TASK DETAILS
Reproduce the records word for word, with nothing left out.

SOURCE DATA
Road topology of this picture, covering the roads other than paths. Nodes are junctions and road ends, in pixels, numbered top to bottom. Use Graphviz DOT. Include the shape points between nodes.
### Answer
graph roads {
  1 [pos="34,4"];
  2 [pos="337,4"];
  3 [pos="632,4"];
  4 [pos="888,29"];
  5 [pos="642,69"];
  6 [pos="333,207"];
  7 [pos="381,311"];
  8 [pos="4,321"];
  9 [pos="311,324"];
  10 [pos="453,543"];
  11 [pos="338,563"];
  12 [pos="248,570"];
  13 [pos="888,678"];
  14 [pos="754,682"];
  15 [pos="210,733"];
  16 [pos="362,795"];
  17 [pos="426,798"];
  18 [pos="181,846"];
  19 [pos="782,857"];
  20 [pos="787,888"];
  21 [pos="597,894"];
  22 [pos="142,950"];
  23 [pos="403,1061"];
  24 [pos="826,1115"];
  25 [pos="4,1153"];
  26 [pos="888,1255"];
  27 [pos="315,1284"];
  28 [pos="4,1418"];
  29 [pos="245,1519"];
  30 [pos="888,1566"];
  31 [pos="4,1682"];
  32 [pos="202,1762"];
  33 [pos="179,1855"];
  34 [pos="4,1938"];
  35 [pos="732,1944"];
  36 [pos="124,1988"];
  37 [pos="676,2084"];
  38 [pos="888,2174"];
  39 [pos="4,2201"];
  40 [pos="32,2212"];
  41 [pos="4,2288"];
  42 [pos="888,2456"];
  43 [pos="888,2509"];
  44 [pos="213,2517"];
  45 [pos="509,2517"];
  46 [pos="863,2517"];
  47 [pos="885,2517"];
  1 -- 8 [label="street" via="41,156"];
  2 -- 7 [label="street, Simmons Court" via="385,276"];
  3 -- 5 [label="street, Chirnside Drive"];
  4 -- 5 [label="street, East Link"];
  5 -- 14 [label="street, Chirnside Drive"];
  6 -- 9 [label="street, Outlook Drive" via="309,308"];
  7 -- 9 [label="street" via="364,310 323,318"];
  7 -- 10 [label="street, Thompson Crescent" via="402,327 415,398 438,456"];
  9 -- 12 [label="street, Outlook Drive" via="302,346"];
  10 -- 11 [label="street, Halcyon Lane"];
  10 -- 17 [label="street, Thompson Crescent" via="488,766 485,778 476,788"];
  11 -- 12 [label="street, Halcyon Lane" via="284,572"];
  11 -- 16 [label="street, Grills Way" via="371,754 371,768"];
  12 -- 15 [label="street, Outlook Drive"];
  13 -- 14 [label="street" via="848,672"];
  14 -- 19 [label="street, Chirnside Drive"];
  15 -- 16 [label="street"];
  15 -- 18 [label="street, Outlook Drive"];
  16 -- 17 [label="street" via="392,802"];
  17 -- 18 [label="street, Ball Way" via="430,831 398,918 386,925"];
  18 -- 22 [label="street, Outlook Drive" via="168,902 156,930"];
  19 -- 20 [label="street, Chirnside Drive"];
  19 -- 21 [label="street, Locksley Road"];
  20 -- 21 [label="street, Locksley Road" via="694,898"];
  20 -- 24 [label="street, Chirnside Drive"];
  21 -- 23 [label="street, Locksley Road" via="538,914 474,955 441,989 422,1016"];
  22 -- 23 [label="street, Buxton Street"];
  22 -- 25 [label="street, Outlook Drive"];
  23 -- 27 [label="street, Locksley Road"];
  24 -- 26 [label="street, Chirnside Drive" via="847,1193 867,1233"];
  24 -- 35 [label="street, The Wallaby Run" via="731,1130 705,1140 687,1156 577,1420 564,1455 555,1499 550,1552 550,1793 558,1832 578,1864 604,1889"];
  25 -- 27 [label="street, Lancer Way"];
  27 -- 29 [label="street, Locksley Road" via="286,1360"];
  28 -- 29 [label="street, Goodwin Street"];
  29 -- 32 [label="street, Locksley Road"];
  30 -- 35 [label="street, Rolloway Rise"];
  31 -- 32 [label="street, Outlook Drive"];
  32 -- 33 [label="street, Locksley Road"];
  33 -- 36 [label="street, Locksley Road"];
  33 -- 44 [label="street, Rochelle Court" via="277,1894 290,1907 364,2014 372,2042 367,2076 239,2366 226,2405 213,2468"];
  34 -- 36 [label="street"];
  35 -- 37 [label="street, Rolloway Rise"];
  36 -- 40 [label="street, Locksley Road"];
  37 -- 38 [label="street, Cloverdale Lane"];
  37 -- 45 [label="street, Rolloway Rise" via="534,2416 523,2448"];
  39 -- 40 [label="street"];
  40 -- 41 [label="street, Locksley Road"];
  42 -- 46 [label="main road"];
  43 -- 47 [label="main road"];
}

RESPONSE TO THIS EXERCISE
Road topology of this picture, covering the roads other than paths. Nodes are junctions and road ends, in pixels, numbered top to bottom. Use Graphviz DOT. Include the shape points between nodes.
### Answer
graph roads {
  1 [pos="34,4"];
  2 [pos="337,4"];
  3 [pos="632,4"];
  4 [pos="888,29"];
  5 [pos="642,69"];
  6 [pos="333,207"];
  7 [pos="381,311"];
  8 [pos="4,321"];
  9 [pos="311,324"];
  10 [pos="453,543"];
  11 [pos="338,563"];
  12 [pos="248,570"];
  13 [pos="888,678"];
  14 [pos="754,682"];
  15 [pos="210,733"];
  16 [pos="362,795"];
  17 [pos="426,798"];
  18 [pos="181,846"];
  19 [pos="782,857"];
  20 [pos="787,888"];
  21 [pos="597,894"];
  22 [pos="142,950"];
  23 [pos="403,1061"];
  24 [pos="826,1115"];
  25 [pos="4,1153"];
  26 [pos="888,1255"];
  27 [pos="315,1284"];
  28 [pos="4,1418"];
  29 [pos="245,1519"];
  30 [pos="888,1566"];
  31 [pos="4,1682"];
  32 [pos="202,1762"];
  33 [pos="179,1855"];
  34 [pos="4,1938"];
  35 [pos="732,1944"];
  36 [pos="124,1988"];
  37 [pos="676,2084"];
  38 [pos="888,2174"];
  39 [pos="4,2201"];
  40 [pos="32,2212"];
  41 [pos="4,2288"];
  42 [pos="888,2456"];
  43 [pos="888,2509"];
  44 [pos="213,2517"];
  45 [pos="509,2517"];
  46 [pos="863,2517"];
  47 [pos="885,2517"];
  1 -- 8 [label="street" via="41,156"];
  2 -- 7 [label="street, Simmons Court" via="385,276"];
  3 -- 5 [label="street, Chirnside Drive"];
  4 -- 5 [label="street, East Link"];
  5 -- 14 [label="street, Chirnside Drive"];
  6 -- 9 [label="street, Outlook Drive" via="309,308"];
  7 -- 9 [label="street" via="364,310 323,318"];
  7 -- 10 [label="street, Thompson Crescent" via="402,327 415,398 438,456"];
  9 -- 12 [label="street, Outlook Drive" via="302,346"];
  10 -- 11 [label="street, Halcyon Lane"];
  10 -- 17 [label="street, Thompson Crescent" via="488,766 485,778 476,788"];
  11 -- 12 [label="street, Halcyon Lane" via="284,572"];
  11 -- 16 [label="street, Grills Way" via="371,754 371,768"];
  12 -- 15 [label="street, Outlook Drive"];
  13 -- 14 [label="street" via="848,672"];
  14 -- 19 [label="street, Chirnside Drive"];
  15 -- 16 [label="street"];
  15 -- 18 [label="street, Outlook Drive"];
  16 -- 17 [label="street" via="392,802"];
  17 -- 18 [label="street, Ball Way" via="430,831 398,918 386,925"];
  18 -- 22 [label="street, Outlook Drive" via="168,902 156,930"];
  19 -- 20 [label="street, Chirnside Drive"];
  19 -- 21 [label="street, Locksley Road"];
  20 -- 21 [label="street, Locksley Road" via="694,898"];
  20 -- 24 [label="street, Chirnside Drive"];
  21 -- 23 [label="street, Locksley Road" via="538,914 474,955 441,989 422,1016"];
  22 -- 23 [label="street, Buxton Street"];
  22 -- 25 [label="street, Outlook Drive"];
  23 -- 27 [label="street, Locksley Road"];
  24 -- 26 [label="street, Chirnside Drive" via="847,1193 867,1233"];
  24 -- 35 [label="street, The Wallaby Run" via="731,1130 705,1140 687,1156 577,1420 564,1455 555,1499 550,1552 550,1793 558,1832 578,1864 604,1889"];
  25 -- 27 [label="street, Lancer Way"];
  27 -- 29 [label="street, Locksley Road" via="286,1360"];
  28 -- 29 [label="street, Goodwin Street"];
  29 -- 32 [label="street, Locksley Road"];
  30 -- 35 [label="street, Rolloway Rise"];
  31 -- 32 [label="street, Outlook Drive"];
  32 -- 33 [label="street, Locksley Road"];
  33 -- 36 [label="street, Locksley Road"];
  33 -- 44 [label="street, Rochelle Court" via="277,1894 290,1907 364,2014 372,2042 367,2076 239,2366 226,2405 213,2468"];
  34 -- 36 [label="street"];
  35 -- 37 [label="street, Rolloway Rise"];
  36 -- 40 [label="street, Locksley Road"];
  37 -- 38 [label="street, Cloverdale Lane"];
  37 -- 45 [label="street, Rolloway Rise" via="534,2416 523,2448"];
  39 -- 40 [label="street"];
  40 -- 41 [label="street, Locksley Road"];
  42 -- 46 [label="main road"];
  43 -- 47 [label="main road"];
}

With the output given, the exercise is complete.